:: DATASET CONTENT ::

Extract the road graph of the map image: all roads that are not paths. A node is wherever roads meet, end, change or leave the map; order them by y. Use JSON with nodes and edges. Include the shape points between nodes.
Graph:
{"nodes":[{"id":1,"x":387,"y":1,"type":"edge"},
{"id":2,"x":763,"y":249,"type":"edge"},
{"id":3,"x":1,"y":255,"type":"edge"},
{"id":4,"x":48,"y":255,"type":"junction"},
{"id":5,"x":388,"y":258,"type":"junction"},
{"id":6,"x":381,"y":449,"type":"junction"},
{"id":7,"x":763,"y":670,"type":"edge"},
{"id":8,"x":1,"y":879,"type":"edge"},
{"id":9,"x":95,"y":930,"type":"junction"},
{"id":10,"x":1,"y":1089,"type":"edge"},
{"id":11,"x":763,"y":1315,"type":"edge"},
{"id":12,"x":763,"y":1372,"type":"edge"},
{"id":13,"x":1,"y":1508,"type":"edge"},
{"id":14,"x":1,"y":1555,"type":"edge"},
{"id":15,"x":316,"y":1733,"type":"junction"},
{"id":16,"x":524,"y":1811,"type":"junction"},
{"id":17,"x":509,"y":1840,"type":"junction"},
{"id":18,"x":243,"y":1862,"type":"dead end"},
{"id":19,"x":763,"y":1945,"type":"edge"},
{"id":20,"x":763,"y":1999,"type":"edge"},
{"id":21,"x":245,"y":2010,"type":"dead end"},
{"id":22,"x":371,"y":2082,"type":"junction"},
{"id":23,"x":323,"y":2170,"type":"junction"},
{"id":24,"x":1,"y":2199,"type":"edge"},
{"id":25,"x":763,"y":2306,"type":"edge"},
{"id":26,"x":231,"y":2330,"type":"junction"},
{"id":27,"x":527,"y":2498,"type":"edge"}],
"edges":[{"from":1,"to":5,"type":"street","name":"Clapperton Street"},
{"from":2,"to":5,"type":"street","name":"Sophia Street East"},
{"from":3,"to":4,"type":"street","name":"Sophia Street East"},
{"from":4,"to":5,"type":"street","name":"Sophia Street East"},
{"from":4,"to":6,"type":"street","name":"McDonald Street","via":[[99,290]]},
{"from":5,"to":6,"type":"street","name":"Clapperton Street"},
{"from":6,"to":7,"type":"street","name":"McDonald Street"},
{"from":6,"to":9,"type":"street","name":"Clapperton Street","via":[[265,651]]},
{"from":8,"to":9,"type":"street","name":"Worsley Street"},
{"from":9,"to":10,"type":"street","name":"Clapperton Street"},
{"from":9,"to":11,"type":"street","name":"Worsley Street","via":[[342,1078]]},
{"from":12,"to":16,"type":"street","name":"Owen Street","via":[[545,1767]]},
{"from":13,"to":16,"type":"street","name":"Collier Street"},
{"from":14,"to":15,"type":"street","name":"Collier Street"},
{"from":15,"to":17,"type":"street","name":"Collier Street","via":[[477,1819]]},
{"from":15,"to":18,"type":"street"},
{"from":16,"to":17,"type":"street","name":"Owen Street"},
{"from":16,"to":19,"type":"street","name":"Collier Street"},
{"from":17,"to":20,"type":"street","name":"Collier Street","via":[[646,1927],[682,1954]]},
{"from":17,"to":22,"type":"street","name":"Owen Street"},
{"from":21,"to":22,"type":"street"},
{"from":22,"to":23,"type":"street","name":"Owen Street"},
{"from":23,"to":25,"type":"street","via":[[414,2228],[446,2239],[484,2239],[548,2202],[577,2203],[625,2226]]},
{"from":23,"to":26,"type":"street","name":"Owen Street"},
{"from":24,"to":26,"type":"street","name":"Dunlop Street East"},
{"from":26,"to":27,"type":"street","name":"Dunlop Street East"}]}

:::
:: DATASET CONTENT ::

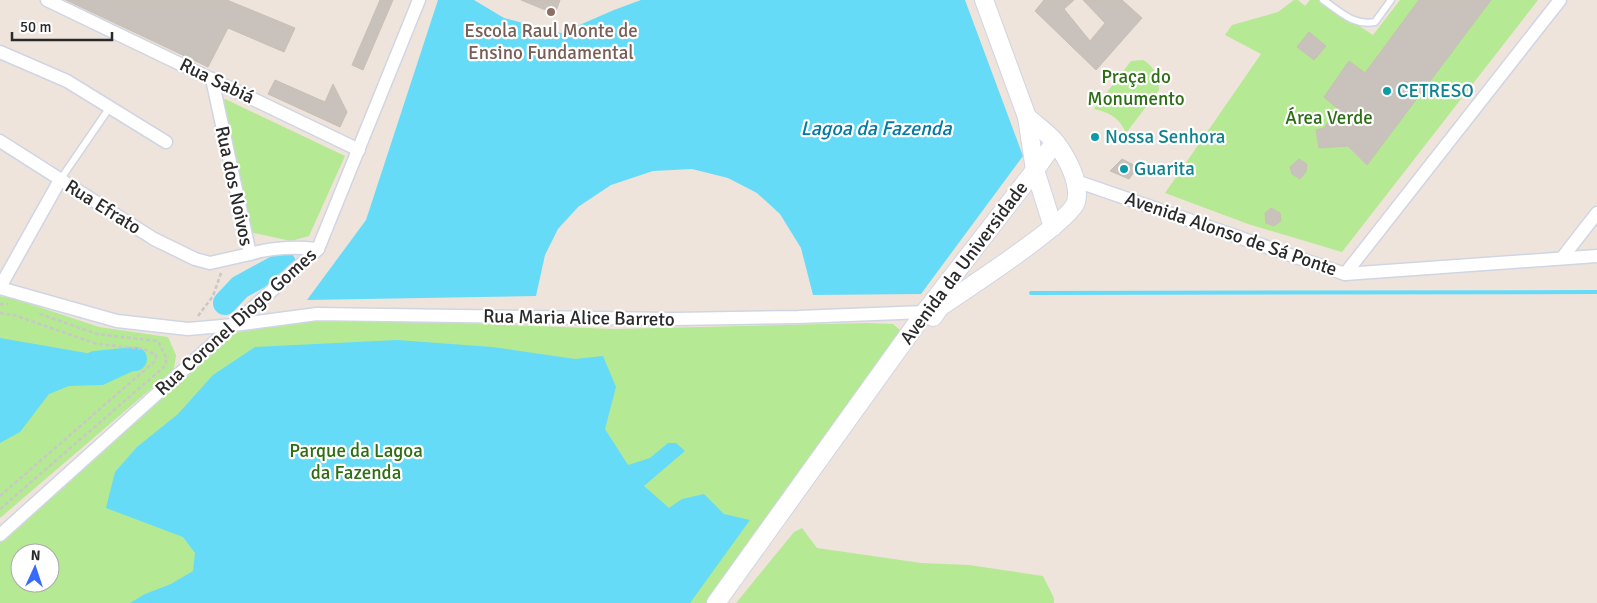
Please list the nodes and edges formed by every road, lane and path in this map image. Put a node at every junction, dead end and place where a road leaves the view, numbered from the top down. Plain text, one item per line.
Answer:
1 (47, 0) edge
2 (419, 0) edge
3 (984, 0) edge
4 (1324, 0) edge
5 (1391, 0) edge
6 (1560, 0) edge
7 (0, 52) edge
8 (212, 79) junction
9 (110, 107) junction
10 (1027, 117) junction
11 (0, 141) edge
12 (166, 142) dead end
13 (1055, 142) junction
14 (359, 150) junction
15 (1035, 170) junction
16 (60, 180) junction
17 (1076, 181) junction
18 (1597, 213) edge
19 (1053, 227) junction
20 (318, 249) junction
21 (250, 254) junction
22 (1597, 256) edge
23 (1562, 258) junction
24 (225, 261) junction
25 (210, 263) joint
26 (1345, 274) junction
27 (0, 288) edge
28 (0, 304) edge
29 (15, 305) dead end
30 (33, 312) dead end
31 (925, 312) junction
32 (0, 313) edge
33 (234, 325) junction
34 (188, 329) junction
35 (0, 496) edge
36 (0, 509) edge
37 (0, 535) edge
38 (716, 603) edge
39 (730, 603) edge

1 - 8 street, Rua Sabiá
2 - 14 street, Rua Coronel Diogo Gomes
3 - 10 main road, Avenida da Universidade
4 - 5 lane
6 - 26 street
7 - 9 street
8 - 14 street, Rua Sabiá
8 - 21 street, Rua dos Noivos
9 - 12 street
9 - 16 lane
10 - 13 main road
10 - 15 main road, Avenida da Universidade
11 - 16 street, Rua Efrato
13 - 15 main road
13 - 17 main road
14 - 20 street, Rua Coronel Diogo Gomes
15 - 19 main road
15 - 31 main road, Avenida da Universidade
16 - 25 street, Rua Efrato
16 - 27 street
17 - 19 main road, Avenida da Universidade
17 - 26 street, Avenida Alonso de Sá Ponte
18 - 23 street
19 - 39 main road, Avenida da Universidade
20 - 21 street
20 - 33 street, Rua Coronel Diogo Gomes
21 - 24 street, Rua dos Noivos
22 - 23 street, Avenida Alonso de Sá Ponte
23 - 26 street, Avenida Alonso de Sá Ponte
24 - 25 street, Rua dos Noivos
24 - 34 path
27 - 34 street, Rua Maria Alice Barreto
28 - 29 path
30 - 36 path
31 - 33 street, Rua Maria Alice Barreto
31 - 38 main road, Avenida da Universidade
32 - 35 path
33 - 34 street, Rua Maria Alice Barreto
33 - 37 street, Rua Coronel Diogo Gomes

:::

# EXERCISE
The lines to return are those in the records above that hold the word "Avenida".

# ANSWER
3 - 10 main road, Avenida da Universidade
10 - 15 main road, Avenida da Universidade
15 - 31 main road, Avenida da Universidade
17 - 19 main road, Avenida da Universidade
17 - 26 street, Avenida Alonso de Sá Ponte
19 - 39 main road, Avenida da Universidade
22 - 23 street, Avenida Alonso de Sá Ponte
23 - 26 street, Avenida Alonso de Sá Ponte
31 - 38 main road, Avenida da Universidade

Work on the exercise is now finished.